Source data
----------------
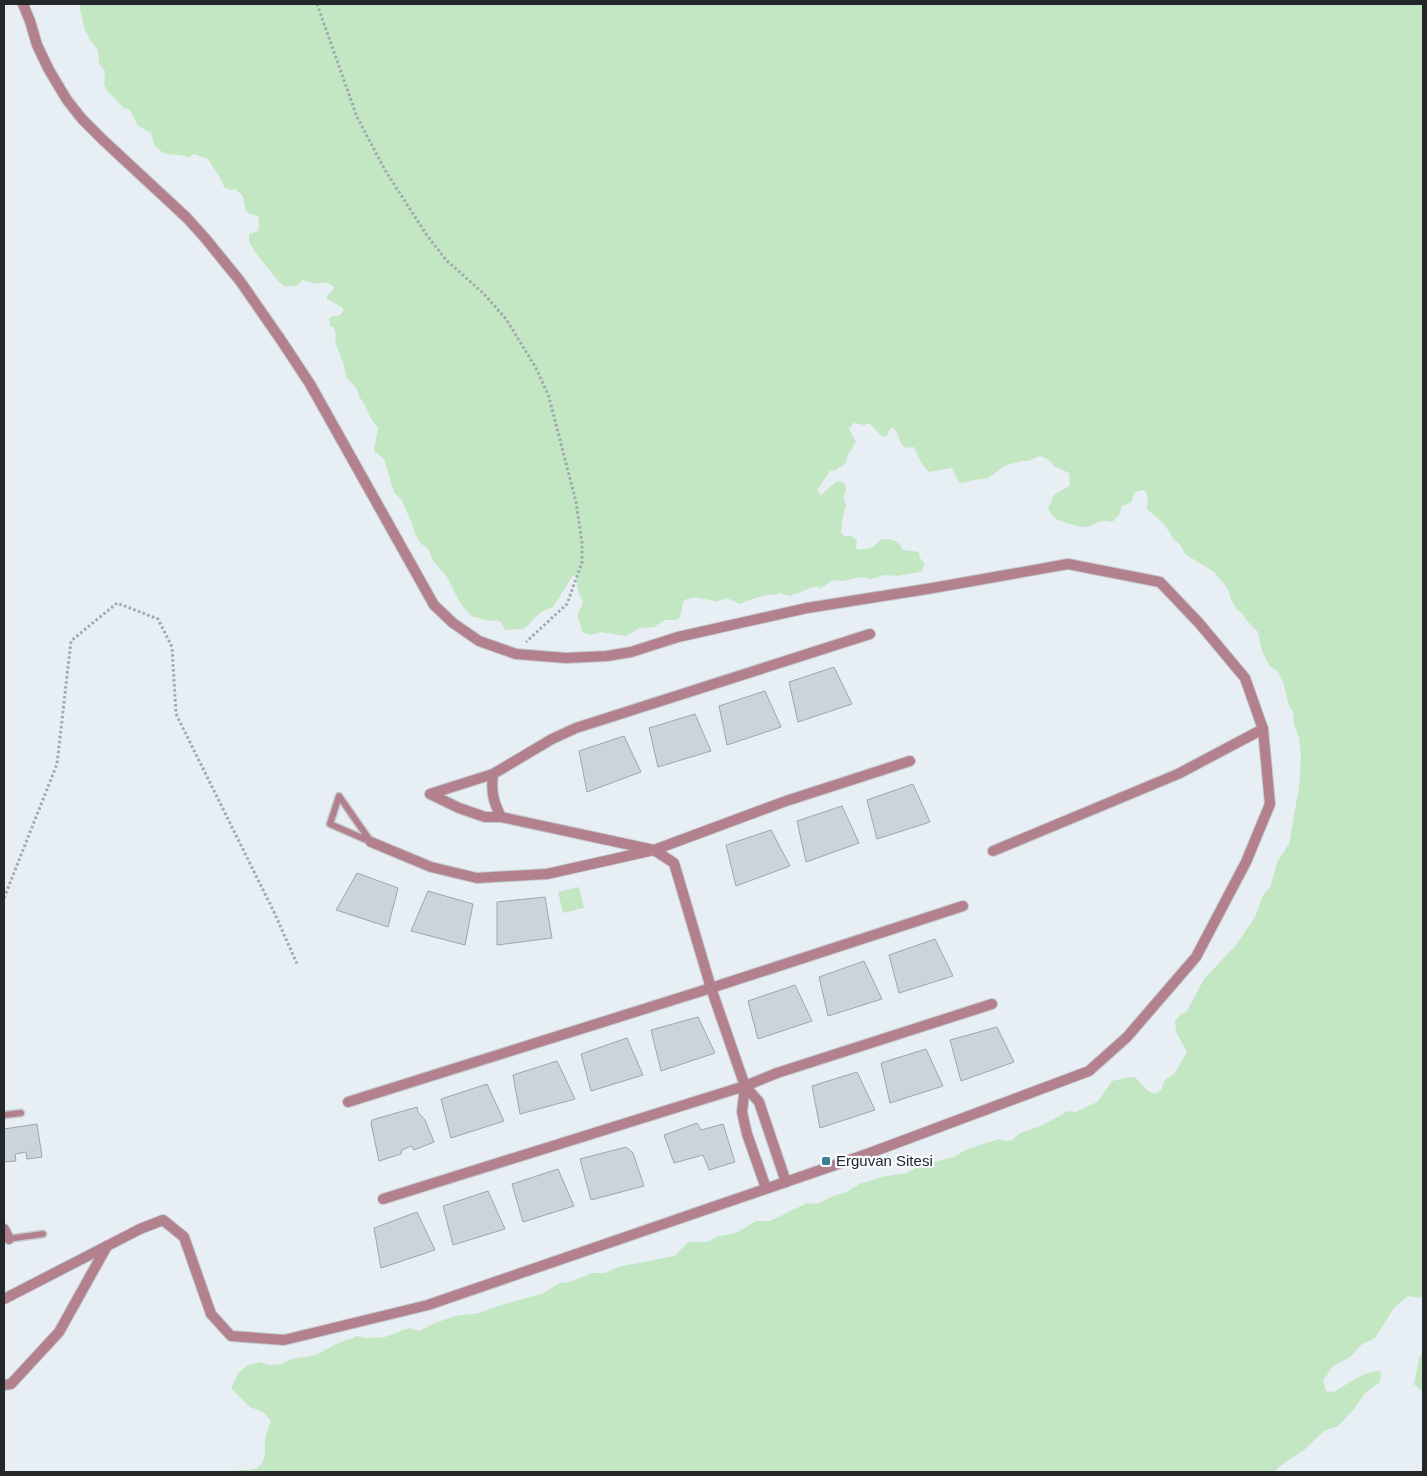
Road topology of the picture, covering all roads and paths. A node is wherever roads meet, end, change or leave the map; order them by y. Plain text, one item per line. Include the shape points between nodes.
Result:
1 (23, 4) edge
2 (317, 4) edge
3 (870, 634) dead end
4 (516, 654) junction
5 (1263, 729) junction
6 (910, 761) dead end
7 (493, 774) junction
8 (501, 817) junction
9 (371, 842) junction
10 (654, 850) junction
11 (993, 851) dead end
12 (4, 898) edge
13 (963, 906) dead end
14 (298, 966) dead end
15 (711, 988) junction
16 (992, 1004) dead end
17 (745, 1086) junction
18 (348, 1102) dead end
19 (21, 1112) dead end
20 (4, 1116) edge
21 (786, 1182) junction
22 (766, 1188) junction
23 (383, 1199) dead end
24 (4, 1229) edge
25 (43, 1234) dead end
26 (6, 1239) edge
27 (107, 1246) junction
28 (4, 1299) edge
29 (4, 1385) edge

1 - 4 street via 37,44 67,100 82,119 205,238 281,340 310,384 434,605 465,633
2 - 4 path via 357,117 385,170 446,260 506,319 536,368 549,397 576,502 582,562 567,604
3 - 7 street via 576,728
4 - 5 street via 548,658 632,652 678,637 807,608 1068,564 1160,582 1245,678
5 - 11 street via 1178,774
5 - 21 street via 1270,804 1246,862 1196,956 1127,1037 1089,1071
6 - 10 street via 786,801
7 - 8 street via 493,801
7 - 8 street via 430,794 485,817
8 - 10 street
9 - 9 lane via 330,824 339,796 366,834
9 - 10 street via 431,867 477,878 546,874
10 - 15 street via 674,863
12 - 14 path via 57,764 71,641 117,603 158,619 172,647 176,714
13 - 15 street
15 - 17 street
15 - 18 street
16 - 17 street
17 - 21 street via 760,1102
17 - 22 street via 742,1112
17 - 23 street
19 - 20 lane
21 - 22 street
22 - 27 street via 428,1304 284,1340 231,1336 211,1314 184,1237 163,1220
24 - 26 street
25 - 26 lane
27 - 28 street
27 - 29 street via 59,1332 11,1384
----------------
Find the lines in the data that hold the word "dead". Reply with how many there are and nothing more.

10